### Description of the task
Locate and copy each line in the data that contains the word "Bussuan".

Provided data: Begin

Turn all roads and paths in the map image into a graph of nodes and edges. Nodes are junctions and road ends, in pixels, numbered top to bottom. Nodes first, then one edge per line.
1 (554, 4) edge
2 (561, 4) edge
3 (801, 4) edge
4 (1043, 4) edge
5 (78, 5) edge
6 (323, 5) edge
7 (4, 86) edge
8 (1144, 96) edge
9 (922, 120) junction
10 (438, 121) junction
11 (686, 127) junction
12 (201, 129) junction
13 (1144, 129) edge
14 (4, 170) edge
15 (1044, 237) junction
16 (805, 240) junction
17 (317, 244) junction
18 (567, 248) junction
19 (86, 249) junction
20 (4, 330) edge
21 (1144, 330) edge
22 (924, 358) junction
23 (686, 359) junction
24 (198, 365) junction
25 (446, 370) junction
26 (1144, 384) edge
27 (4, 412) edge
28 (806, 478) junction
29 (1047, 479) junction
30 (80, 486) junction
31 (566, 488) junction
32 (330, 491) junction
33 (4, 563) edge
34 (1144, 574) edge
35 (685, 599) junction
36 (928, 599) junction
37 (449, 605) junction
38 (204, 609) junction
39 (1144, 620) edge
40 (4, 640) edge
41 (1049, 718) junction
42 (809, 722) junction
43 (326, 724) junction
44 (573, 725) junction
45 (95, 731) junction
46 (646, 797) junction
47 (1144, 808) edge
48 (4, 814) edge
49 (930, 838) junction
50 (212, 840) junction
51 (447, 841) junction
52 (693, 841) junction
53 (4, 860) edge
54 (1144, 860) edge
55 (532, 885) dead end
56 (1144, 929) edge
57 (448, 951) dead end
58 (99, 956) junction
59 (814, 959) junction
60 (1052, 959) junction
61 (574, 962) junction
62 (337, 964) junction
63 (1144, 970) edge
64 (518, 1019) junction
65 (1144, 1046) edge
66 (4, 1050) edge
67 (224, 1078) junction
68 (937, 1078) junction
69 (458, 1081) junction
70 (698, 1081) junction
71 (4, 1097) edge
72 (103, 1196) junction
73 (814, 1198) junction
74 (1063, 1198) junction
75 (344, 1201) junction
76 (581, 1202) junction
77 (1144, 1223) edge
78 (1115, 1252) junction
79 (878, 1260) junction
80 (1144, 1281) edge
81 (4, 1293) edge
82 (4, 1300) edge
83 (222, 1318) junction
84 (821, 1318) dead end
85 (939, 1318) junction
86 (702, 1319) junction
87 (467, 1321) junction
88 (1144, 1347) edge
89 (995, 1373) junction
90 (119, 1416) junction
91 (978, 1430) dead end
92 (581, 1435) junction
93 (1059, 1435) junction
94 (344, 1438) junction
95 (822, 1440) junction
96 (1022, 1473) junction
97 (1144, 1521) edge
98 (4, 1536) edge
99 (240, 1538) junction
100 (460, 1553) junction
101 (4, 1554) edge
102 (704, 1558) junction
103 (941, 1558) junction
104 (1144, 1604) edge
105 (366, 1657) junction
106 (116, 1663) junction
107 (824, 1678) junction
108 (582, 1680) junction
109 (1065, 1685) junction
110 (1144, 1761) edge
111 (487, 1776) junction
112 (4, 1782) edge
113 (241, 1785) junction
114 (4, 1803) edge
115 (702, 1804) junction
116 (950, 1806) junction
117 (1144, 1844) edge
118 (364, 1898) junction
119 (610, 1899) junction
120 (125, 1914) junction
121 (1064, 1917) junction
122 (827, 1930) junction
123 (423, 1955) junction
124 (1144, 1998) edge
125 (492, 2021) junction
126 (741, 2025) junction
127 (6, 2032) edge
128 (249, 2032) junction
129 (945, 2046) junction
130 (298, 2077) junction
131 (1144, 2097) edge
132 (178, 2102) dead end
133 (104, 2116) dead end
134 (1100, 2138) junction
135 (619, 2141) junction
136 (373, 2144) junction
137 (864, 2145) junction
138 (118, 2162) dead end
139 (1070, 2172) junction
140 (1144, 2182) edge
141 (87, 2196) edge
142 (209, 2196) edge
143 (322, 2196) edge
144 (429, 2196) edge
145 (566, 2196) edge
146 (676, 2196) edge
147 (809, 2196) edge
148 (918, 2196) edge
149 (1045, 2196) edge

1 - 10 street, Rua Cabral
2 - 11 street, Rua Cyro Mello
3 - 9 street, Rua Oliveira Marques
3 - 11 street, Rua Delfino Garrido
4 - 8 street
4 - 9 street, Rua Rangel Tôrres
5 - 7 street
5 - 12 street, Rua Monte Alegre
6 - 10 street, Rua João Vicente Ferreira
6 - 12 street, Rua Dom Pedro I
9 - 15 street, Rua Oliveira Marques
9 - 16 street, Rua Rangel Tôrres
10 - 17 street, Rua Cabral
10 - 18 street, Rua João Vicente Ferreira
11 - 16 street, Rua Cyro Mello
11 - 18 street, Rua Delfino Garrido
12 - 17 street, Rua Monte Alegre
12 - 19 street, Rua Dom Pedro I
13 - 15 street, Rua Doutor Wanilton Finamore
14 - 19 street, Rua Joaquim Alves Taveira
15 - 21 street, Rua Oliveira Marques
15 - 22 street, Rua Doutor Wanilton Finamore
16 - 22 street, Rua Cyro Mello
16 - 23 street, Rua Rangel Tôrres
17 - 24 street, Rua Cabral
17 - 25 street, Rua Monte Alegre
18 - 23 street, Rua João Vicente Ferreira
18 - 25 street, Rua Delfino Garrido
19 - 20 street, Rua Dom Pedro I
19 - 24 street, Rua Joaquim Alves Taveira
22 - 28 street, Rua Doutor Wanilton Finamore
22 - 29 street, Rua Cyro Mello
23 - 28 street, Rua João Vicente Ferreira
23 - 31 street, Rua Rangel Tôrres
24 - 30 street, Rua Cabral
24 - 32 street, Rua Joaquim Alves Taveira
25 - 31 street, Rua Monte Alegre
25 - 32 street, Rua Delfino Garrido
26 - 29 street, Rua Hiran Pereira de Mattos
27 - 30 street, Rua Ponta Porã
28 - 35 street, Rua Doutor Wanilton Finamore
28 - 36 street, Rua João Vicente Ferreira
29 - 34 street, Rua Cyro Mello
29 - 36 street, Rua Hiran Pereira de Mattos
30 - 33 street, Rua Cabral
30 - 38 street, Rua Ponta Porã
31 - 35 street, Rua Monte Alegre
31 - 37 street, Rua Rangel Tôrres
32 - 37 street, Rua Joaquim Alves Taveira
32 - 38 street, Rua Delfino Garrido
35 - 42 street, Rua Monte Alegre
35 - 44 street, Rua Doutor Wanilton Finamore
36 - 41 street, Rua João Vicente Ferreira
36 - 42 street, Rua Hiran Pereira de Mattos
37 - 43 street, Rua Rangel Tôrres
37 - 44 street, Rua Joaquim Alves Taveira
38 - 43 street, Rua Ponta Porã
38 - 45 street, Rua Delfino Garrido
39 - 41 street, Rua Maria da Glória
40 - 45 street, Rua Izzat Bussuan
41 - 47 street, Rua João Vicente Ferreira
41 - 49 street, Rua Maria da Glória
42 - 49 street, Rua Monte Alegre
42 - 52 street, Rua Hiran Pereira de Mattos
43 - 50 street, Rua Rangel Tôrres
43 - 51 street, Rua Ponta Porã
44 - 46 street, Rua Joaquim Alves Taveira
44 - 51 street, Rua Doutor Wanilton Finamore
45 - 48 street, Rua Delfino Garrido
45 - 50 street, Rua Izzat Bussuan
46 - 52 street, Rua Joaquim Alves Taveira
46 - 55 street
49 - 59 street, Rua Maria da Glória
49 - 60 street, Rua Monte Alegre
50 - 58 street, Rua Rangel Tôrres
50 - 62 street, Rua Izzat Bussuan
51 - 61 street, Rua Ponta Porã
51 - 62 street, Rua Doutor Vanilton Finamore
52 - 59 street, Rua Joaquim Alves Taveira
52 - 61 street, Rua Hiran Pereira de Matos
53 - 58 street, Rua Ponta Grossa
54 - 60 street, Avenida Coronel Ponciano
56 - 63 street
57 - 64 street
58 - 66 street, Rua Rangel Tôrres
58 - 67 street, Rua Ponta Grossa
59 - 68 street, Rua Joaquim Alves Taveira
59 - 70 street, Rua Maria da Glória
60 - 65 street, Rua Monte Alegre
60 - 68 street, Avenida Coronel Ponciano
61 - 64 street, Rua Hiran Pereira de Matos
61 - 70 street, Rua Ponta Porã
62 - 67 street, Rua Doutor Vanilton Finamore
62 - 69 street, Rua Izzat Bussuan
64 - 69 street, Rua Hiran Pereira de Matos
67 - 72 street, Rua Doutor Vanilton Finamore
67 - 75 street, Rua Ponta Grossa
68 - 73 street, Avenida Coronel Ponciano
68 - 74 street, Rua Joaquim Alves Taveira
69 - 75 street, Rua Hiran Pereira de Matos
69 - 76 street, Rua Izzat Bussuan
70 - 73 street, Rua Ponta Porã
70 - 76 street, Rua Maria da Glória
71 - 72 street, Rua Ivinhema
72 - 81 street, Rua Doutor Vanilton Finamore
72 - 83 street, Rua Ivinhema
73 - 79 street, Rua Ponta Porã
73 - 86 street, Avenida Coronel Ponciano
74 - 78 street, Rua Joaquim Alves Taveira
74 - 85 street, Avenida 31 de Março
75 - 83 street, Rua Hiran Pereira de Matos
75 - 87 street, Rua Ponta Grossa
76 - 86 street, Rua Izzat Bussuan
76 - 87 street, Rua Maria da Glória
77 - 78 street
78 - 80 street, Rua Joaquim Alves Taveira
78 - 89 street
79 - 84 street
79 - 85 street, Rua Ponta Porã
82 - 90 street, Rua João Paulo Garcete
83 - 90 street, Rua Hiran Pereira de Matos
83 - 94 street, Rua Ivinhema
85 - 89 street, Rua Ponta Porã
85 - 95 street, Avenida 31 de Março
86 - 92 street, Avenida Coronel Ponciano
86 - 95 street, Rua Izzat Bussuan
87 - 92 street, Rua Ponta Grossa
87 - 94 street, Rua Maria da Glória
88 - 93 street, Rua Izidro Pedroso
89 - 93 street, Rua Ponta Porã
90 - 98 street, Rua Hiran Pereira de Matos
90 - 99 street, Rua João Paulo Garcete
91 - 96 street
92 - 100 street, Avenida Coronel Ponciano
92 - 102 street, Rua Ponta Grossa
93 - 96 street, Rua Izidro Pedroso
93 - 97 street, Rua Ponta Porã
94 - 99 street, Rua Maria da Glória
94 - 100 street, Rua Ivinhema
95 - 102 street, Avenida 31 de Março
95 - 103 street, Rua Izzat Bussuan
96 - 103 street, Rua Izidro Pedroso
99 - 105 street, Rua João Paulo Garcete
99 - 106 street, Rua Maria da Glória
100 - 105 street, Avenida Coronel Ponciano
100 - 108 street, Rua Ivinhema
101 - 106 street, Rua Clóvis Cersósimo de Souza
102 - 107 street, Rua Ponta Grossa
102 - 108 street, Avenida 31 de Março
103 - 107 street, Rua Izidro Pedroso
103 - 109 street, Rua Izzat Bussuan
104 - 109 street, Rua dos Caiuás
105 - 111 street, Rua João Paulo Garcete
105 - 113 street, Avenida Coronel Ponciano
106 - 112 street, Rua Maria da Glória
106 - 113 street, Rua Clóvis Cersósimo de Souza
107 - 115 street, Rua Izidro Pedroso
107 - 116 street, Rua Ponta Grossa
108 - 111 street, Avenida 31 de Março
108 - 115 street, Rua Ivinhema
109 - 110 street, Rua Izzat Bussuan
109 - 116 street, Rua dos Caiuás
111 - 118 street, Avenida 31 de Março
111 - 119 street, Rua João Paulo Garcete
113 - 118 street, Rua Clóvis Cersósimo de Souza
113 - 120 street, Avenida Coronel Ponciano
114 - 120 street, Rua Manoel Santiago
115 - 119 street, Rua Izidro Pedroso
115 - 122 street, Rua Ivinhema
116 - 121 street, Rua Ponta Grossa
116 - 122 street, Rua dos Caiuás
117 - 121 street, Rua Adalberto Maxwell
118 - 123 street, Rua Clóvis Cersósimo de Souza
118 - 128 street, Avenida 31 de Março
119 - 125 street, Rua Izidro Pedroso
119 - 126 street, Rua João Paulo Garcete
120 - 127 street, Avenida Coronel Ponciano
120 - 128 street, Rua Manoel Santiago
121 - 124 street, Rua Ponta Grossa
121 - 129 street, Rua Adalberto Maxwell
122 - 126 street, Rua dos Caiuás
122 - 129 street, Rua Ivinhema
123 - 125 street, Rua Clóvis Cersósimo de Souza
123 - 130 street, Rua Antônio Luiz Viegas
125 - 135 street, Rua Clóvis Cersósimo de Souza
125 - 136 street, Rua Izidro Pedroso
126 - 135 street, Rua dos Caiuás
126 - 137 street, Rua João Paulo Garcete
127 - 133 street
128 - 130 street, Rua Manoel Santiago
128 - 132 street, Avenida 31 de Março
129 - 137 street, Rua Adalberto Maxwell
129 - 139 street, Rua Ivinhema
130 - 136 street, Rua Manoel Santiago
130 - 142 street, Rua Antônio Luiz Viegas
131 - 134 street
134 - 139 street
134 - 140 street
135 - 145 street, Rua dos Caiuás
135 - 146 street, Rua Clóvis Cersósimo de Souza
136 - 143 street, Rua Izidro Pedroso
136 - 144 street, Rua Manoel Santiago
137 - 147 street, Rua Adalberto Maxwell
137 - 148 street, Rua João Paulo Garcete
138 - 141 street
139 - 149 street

Provided data: End

### Problem solution
40 - 45 street, Rua Izzat Bussuan
45 - 50 street, Rua Izzat Bussuan
50 - 62 street, Rua Izzat Bussuan
62 - 69 street, Rua Izzat Bussuan
69 - 76 street, Rua Izzat Bussuan
76 - 86 street, Rua Izzat Bussuan
86 - 95 street, Rua Izzat Bussuan
95 - 103 street, Rua Izzat Bussuan
103 - 109 street, Rua Izzat Bussuan
109 - 110 street, Rua Izzat Bussuan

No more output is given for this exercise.